### [Work item]
Copy out each line of the data below in which the string "Island" appears.

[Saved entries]
------------------------------

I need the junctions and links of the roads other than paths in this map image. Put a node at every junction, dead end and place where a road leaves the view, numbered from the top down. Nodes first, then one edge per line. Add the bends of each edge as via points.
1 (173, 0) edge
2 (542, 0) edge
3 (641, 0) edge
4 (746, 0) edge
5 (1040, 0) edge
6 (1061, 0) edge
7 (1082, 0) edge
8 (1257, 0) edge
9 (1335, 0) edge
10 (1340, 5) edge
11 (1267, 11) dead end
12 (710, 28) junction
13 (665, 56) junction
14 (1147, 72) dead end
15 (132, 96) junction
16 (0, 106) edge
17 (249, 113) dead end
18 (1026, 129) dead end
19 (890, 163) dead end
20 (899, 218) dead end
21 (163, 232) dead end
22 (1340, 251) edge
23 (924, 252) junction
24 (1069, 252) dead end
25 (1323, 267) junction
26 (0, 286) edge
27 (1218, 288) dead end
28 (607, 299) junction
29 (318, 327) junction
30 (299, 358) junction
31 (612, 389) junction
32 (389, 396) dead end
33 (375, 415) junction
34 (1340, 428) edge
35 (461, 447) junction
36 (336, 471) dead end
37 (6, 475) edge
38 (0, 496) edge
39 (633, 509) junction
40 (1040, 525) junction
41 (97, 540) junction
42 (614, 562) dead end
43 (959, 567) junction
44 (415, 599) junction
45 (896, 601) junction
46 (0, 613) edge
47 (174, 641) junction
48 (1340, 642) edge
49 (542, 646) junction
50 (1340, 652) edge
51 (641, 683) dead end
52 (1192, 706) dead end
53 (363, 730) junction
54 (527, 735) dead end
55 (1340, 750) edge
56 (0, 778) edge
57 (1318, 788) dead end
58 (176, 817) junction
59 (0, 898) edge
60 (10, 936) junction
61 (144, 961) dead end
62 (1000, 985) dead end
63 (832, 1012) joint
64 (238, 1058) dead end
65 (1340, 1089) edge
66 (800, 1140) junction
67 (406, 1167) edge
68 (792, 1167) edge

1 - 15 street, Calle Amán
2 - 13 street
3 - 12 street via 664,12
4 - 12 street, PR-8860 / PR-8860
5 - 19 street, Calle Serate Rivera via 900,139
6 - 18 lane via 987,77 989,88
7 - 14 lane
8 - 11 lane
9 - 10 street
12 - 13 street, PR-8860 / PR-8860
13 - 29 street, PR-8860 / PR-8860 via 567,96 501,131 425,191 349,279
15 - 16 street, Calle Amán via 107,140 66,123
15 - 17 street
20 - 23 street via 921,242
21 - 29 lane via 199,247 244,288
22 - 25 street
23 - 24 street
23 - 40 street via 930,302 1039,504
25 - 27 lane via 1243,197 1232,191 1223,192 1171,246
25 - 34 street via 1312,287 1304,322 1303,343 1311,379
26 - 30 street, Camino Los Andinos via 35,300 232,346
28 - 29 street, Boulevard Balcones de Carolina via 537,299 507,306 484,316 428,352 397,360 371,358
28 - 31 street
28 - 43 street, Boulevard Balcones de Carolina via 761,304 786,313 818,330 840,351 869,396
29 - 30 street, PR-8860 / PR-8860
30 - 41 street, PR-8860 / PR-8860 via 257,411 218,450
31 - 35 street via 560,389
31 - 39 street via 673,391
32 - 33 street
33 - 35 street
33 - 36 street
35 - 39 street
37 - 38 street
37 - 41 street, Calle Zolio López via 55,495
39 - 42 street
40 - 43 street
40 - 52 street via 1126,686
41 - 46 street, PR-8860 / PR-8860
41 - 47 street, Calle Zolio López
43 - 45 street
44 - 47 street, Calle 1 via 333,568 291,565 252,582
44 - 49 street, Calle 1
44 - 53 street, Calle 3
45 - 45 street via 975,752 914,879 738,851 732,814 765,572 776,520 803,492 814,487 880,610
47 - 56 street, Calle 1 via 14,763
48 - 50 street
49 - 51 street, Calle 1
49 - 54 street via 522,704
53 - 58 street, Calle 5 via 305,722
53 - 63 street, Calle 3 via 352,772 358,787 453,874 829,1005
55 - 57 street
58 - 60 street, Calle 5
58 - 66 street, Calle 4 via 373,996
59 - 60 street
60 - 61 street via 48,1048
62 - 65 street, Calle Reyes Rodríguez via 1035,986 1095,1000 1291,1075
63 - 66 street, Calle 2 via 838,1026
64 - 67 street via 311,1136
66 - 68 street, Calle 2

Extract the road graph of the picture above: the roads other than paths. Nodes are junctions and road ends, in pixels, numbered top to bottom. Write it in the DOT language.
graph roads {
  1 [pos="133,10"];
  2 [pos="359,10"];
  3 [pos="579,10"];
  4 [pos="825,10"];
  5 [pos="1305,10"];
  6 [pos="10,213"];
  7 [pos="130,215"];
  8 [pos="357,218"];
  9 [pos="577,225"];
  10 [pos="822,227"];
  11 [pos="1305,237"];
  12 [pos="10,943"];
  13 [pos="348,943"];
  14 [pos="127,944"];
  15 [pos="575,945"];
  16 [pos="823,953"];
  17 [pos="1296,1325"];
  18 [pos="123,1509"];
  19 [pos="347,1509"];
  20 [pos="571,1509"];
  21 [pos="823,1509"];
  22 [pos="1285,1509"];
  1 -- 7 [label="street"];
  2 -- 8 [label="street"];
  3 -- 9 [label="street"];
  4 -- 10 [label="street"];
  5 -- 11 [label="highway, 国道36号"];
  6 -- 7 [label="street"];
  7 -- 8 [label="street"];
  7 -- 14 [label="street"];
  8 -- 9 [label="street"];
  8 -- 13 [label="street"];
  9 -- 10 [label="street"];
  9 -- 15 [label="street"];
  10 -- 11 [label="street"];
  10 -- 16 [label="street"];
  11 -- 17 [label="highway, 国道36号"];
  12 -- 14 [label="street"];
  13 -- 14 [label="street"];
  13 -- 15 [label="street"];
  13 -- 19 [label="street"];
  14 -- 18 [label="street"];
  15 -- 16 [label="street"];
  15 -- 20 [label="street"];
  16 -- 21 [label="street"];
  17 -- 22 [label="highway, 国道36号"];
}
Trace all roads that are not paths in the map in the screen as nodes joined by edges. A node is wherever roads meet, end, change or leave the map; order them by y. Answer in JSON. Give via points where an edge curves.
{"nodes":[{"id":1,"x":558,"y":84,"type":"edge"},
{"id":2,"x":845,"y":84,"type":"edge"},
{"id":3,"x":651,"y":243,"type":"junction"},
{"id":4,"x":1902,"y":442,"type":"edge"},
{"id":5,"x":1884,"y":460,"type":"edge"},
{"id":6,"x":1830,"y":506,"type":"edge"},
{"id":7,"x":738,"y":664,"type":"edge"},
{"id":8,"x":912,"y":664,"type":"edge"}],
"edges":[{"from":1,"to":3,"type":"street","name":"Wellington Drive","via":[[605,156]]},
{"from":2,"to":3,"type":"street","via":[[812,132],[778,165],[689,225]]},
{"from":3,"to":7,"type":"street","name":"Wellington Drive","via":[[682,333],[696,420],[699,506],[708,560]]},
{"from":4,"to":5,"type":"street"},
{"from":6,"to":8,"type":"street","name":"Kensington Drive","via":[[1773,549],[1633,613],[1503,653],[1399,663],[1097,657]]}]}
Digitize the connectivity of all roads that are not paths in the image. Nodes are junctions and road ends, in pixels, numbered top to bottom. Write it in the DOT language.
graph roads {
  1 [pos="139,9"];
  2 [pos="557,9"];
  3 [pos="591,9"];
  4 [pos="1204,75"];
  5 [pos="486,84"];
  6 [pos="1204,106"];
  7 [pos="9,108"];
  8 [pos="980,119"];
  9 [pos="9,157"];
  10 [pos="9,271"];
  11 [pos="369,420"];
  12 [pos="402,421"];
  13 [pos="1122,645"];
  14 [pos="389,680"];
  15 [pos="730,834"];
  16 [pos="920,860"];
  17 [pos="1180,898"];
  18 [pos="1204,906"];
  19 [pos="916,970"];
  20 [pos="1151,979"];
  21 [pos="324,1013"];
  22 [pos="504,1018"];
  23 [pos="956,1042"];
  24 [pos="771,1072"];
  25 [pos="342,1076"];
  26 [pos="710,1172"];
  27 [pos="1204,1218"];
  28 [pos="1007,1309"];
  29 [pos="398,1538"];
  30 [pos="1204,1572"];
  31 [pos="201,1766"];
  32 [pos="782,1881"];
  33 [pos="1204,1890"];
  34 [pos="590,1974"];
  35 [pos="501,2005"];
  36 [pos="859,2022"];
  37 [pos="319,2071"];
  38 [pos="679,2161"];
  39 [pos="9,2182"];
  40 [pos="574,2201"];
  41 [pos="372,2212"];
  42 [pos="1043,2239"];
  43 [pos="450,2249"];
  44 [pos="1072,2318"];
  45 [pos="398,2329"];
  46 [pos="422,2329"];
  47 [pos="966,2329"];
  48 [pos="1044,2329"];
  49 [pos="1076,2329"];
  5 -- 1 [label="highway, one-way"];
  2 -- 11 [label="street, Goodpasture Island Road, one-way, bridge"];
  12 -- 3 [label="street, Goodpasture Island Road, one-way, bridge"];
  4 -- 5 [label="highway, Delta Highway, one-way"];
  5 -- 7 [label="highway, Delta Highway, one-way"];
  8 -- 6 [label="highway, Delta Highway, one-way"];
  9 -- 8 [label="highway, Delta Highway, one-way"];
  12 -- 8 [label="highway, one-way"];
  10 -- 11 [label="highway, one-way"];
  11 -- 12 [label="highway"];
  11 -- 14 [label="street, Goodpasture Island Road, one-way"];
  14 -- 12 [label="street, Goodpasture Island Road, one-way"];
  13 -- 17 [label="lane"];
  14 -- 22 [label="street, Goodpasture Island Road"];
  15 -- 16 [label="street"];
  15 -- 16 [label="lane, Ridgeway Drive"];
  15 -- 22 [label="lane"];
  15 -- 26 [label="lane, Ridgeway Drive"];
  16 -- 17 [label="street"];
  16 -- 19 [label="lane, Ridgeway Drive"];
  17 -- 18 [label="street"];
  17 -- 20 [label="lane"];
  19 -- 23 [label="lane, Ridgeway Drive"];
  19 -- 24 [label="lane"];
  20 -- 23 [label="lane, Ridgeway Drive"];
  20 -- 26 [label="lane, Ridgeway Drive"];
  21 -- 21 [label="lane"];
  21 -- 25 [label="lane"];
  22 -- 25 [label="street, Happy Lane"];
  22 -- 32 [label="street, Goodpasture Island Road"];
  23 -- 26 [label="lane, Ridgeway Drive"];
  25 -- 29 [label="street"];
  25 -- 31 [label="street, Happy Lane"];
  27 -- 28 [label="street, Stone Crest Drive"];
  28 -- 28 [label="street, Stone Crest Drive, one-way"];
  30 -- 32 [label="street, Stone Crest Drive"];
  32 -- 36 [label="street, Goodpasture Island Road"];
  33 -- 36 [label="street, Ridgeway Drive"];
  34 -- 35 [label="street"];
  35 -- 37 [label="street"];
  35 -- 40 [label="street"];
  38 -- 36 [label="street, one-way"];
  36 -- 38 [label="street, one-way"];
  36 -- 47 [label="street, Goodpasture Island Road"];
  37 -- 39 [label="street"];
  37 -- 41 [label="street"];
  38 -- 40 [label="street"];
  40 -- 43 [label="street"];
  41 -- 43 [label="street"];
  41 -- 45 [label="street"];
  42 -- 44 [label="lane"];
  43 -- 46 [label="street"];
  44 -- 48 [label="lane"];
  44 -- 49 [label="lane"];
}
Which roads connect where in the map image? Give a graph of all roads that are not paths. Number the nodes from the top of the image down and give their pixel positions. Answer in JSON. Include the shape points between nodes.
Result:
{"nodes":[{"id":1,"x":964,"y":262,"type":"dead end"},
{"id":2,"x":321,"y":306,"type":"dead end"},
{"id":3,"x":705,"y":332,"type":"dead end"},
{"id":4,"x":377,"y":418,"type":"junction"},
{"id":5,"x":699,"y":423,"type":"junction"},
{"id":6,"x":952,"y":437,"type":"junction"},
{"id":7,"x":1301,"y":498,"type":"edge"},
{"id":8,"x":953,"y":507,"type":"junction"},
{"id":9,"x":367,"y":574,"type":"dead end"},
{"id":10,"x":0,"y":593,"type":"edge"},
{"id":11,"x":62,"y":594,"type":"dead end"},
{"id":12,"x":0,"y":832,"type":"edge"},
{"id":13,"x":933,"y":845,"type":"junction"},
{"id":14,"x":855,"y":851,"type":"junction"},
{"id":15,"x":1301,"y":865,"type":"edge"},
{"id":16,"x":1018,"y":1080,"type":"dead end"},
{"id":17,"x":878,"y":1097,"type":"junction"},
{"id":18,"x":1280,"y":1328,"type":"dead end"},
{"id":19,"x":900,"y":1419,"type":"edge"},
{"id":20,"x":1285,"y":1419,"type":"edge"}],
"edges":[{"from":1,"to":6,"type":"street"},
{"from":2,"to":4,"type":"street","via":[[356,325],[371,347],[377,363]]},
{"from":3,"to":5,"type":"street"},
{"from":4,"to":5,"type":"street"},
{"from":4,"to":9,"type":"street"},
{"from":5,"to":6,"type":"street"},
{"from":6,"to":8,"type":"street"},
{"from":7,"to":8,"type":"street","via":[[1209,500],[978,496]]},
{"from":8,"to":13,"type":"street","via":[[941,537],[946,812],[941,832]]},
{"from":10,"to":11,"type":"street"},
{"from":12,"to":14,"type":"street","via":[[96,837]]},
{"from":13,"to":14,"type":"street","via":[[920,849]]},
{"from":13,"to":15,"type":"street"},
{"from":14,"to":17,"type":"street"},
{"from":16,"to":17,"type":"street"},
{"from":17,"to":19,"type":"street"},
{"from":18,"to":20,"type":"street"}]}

------------------------------

### [Answer to this problem]
  2 -- 11 [label="street, Goodpasture Island Road, one-way, bridge"];
  12 -- 3 [label="street, Goodpasture Island Road, one-way, bridge"];
  11 -- 14 [label="street, Goodpasture Island Road, one-way"];
  14 -- 12 [label="street, Goodpasture Island Road, one-way"];
  14 -- 22 [label="street, Goodpasture Island Road"];
  22 -- 32 [label="street, Goodpasture Island Road"];
  32 -- 36 [label="street, Goodpasture Island Road"];
  36 -- 47 [label="street, Goodpasture Island Road"];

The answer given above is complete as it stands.